PROBLEM DESCRIPTION:
Where the records below show the word "伊久美藤枝線" in a line, please copy that line.

RECORDS TO USE:
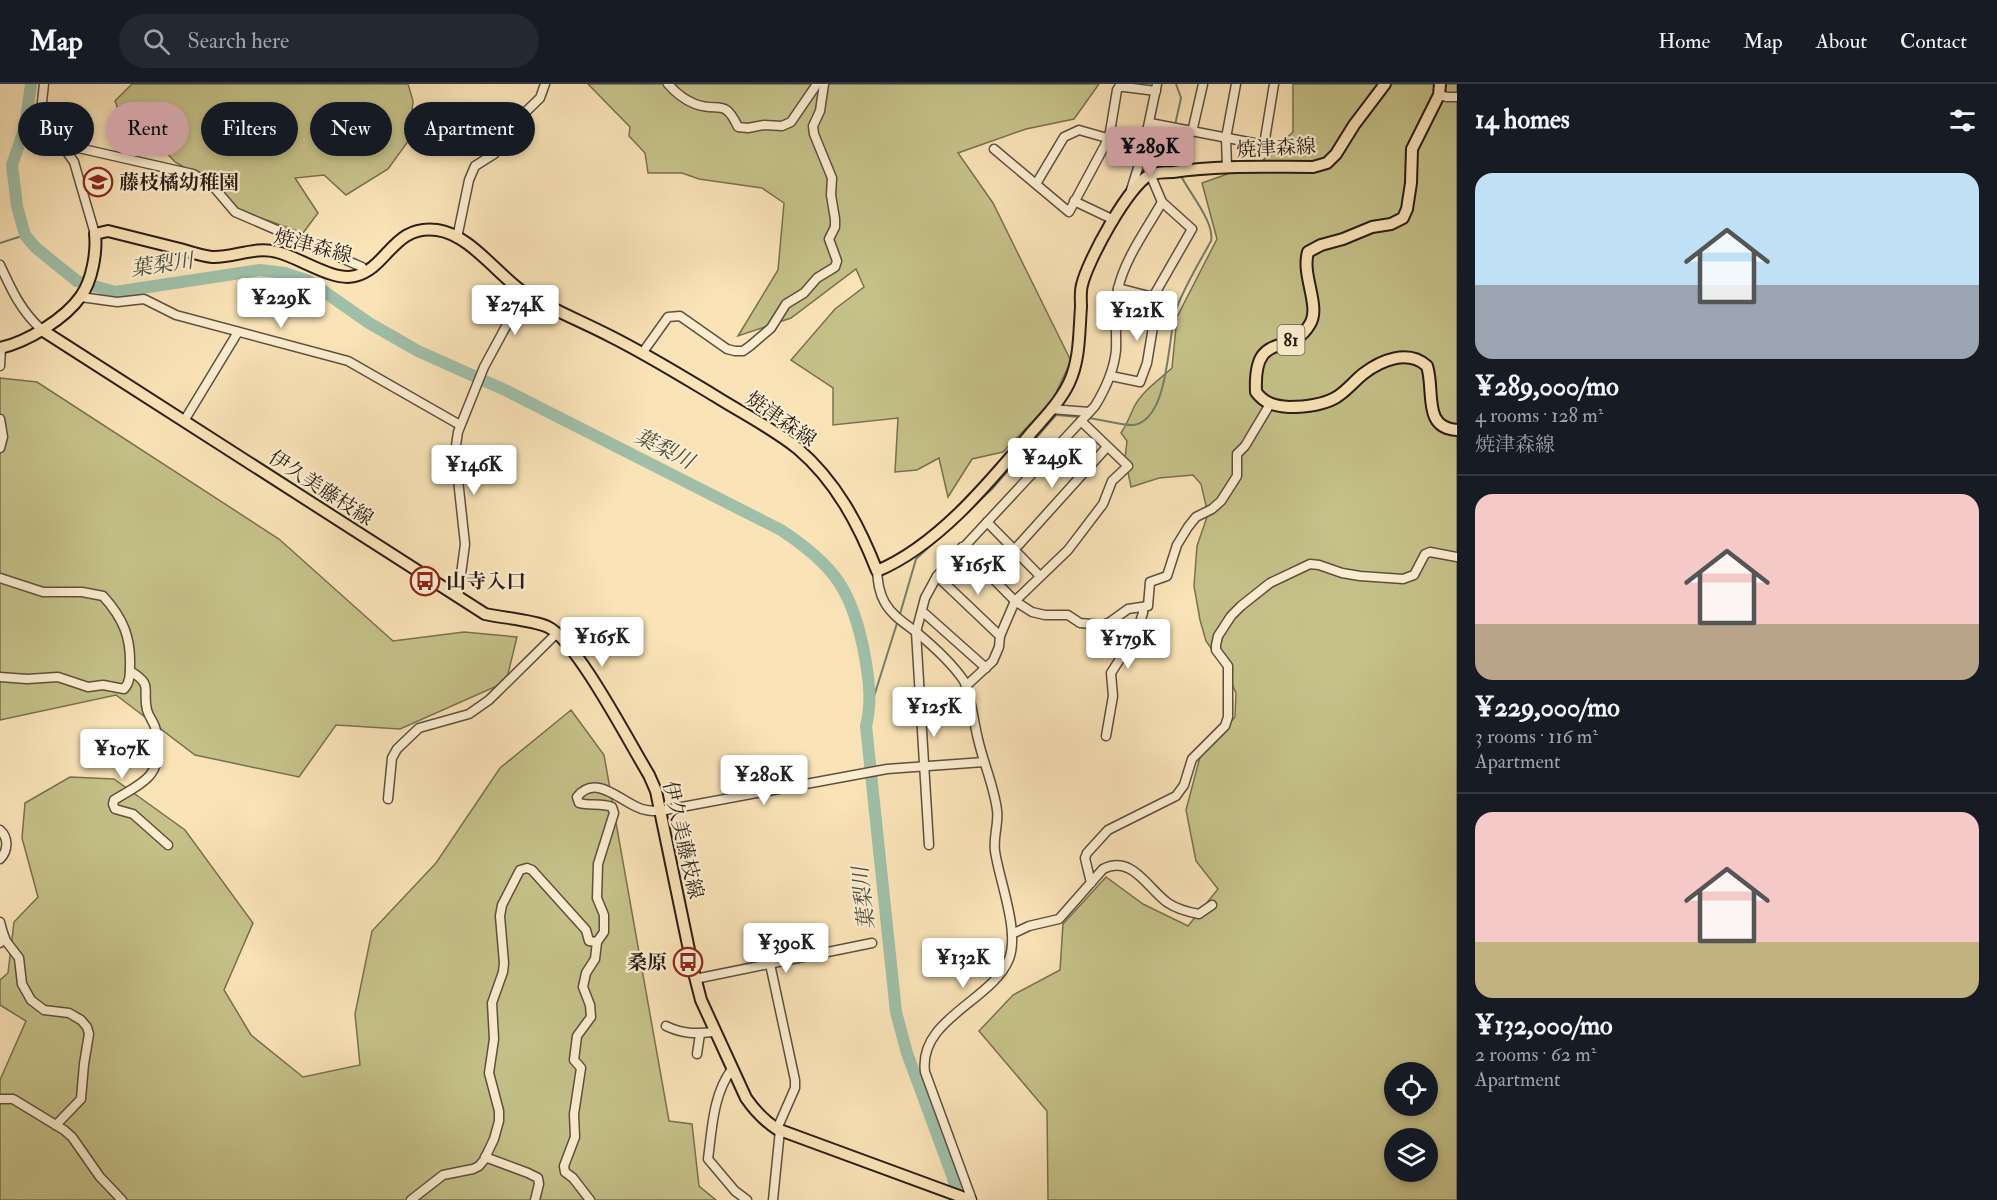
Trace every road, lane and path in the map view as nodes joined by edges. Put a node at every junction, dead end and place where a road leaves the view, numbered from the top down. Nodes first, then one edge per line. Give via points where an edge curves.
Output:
1 (44, 84) edge
2 (545, 84) edge
3 (668, 84) edge
4 (817, 84) edge
5 (824, 84) edge
6 (1203, 84) edge
7 (1236, 84) edge
8 (1274, 84) edge
9 (1385, 84) edge
10 (1157, 88) edge
11 (1439, 89) edge
12 (1457, 97) edge
13 (42, 102) edge
14 (1150, 123) junction
15 (1192, 132) junction
16 (1107, 138) junction
17 (1226, 138) junction
18 (994, 149) dead end
19 (94, 152) edge
20 (1142, 155) junction
21 (70, 156) edge
22 (1227, 168) junction
23 (1152, 174) junction
24 (1036, 184) junction
25 (1130, 193) junction
26 (1074, 201) junction
27 (1162, 202) junction
28 (1114, 220) junction
29 (95, 234) junction
30 (457, 238) junction
31 (0, 265) edge
32 (365, 272) junction
33 (1118, 288) junction
34 (524, 292) junction
35 (82, 295) junction
36 (1153, 297) junction
37 (42, 330) junction
38 (238, 332) junction
39 (1, 348) edge
40 (643, 352) junction
41 (0, 366) edge
42 (1111, 376) junction
43 (1270, 404) junction
44 (1052, 409) junction
45 (1089, 412) junction
46 (0, 419) edge
47 (1081, 420) junction
48 (184, 421) junction
49 (460, 425) junction
50 (1457, 430) edge
51 (1107, 447) junction
52 (0, 448) edge
53 (987, 522) junction
54 (962, 547) junction
55 (1015, 549) junction
56 (1457, 557) edge
57 (877, 572) junction
58 (938, 576) junction
59 (1040, 576) junction
60 (0, 578) edge
61 (458, 597) junction
62 (1015, 601) junction
63 (1143, 607) junction
64 (922, 611) junction
65 (916, 632) junction
66 (557, 633) junction
67 (1000, 636) junction
68 (986, 668) junction
69 (130, 671) junction
70 (0, 676) edge
71 (966, 686) junction
72 (1106, 736) dead end
73 (984, 762) junction
74 (923, 766) junction
75 (388, 799) dead end
76 (660, 811) junction
77 (0, 830) edge
78 (168, 845) dead end
79 (929, 845) dead end
80 (0, 859) edge
81 (1091, 883) junction
82 (1212, 905) dead end
83 (0, 922) edge
84 (3, 933) junction
85 (1012, 934) junction
86 (597, 942) junction
87 (0, 943) edge
88 (872, 943) dead end
89 (770, 964) junction
90 (695, 979) junction
91 (666, 1026) dead end
92 (714, 1032) junction
93 (700, 1034) junction
94 (697, 1054) dead end
95 (732, 1070) junction
96 (0, 1099) edge
97 (56, 1125) junction
98 (778, 1129) junction
99 (485, 1157) junction
100 (122, 1200) edge
101 (411, 1200) edge
102 (535, 1200) edge
103 (590, 1200) edge
104 (747, 1200) edge
105 (773, 1200) edge
106 (970, 1200) edge

1 - 13 street
2 - 30 street via 540,98 510,127 503,144 475,166
3 - 4 street via 695,104 725,108 738,127 748,128 791,122
5 - 40 street via 813,126 832,177 836,219 829,239 837,261 835,267 786,304 771,327 743,351 727,349 674,315 668,317
6 - 15 street
7 - 17 street
8 - 17 street via 1264,145
9 - 22 main road, 焼津森線 via 1327,163 1313,167
10 - 14 street
10 - 16 street via 1119,87
11 - 12 street
11 - 43 main road, 81 via 1412,149 1410,191 1403,218 1321,244 1308,252 1305,261 1314,307 1312,322 1305,332 1266,350 1259,360 1256,392
14 - 15 street
14 - 20 street
15 - 17 street
16 - 24 street via 1078,130 1064,137
16 - 26 street
17 - 22 street
18 - 24 street
19 - 32 street via 193,174 212,185 235,213 362,267
20 - 23 street
20 - 25 street
21 - 29 street
22 - 23 main road, 焼津森線
23 - 25 main road
23 - 27 street
24 - 26 street via 1069,212
25 - 28 main road
26 - 28 street
27 - 33 street
27 - 36 street via 1192,229
28 - 44 main road via 1082,286 1075,368
29 - 32 main road, 焼津森線 via 108,231 212,257 275,251 345,277
29 - 35 main road via 97,249
30 - 32 main road, 焼津森線 via 434,229 410,233
30 - 34 main road, 焼津森線
31 - 37 street via 13,295
33 - 36 street
33 - 42 street
34 - 40 main road, 焼津森線
34 - 49 street via 484,367
35 - 37 main road
35 - 38 street via 98,301 144,300 176,315
36 - 42 street via 1153,327 1140,382
37 - 39 main road
37 - 48 main road, 伊久美藤枝線
38 - 48 street
38 - 49 street via 348,361
39 - 41 street
40 - 57 main road, 焼津森線 via 797,448 848,507
42 - 45 street
43 - 50 main road via 1320,404 1345,392 1364,373 1387,361 1412,357 1427,366 1433,415 1438,424
43 - 63 street via 1237,454 1237,476 1221,501 1188,527 1177,545 1167,576 1150,582 1148,606
44 - 45 street
44 - 57 main road via 969,502 921,546
45 - 47 street
46 - 52 street
47 - 51 street
47 - 53 street
48 - 61 main road, 伊久美藤枝線
49 - 61 street via 455,452 465,544
51 - 55 street
51 - 59 street via 1128,466 1112,481 1102,504 1068,550
53 - 54 street
53 - 55 street
54 - 58 street
54 - 62 street
55 - 59 street
56 - 81 street via 1425,554 1414,575 1402,579 1360,576 1310,564 1270,584 1241,606 1218,636 1216,645 1228,666 1225,726 1192,759 1176,796 1108,830 1087,853
57 - 65 street via 885,603
58 - 64 street
58 - 67 street
59 - 62 street
60 - 69 street via 43,592 103,596 129,635
61 - 66 main road, 伊久美藤枝線 via 485,614 537,624
62 - 63 street via 1038,614 1068,615 1080,622 1103,625 1128,609
62 - 67 street
63 - 72 street via 1136,634 1111,674 1113,696
64 - 65 street
64 - 68 street
65 - 71 street
65 - 74 street
66 - 75 street via 489,700 469,714 419,728 398,748 392,758
66 - 76 main road, 伊久美藤枝線 via 575,652 649,775
67 - 68 street via 993,661
68 - 71 street
69 - 70 street via 124,688 88,687 58,677 27,680
69 - 78 street via 141,677 147,687 146,707 155,728 159,759 146,780 113,804 115,809 133,814
71 - 73 street
73 - 74 street
73 - 85 street via 998,811 994,850
74 - 76 street via 862,773
74 - 79 street
76 - 86 street via 636,807 615,793 594,787 577,797 579,803 589,806 612,807 614,813 598,864 597,898 604,915 604,932
76 - 90 main road, 伊久美藤枝線
77 - 80 street via 7,843
81 - 82 street via 1102,869 1116,865 1132,869 1167,902 1182,910 1199,914
81 - 85 street via 1059,919
83 - 84 street
84 - 87 street
84 - 97 street via 19,958 22,984 31,1000 44,1010 69,1012 81,1020 89,1034 81,1099
85 - 106 street via 1012,951 1005,967 937,1033 925,1052 925,1072
86 - 99 street via 589,941 586,930 532,870 520,870 500,916 504,963 492,1003 494,1039 489,1072 500,1111
86 - 103 street via 595,959 583,987 591,1017 577,1036 574,1060 581,1068 575,1137 564,1166
88 - 89 street
89 - 90 street
89 - 98 street via 795,1080
90 - 92 main road, 伊久美藤枝線
91 - 93 street
92 - 93 street
92 - 95 main road, 伊久美藤枝線
93 - 94 street
95 - 98 main road, 伊久美藤枝線 via 754,1110
95 - 104 street via 715,1109 708,1159
96 - 97 street via 13,1099
97 - 100 street via 72,1137
98 - 105 street
98 - 106 main road, 伊久美藤枝線
99 - 101 street via 473,1169 443,1174
99 - 102 street via 538,1178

PROBLEM SOLUTION:
37 - 48 main road, 伊久美藤枝線
48 - 61 main road, 伊久美藤枝線
61 - 66 main road, 伊久美藤枝線 via 485,614 537,624
66 - 76 main road, 伊久美藤枝線 via 575,652 649,775
76 - 90 main road, 伊久美藤枝線
90 - 92 main road, 伊久美藤枝線
92 - 95 main road, 伊久美藤枝線
95 - 98 main road, 伊久美藤枝線 via 754,1110
98 - 106 main road, 伊久美藤枝線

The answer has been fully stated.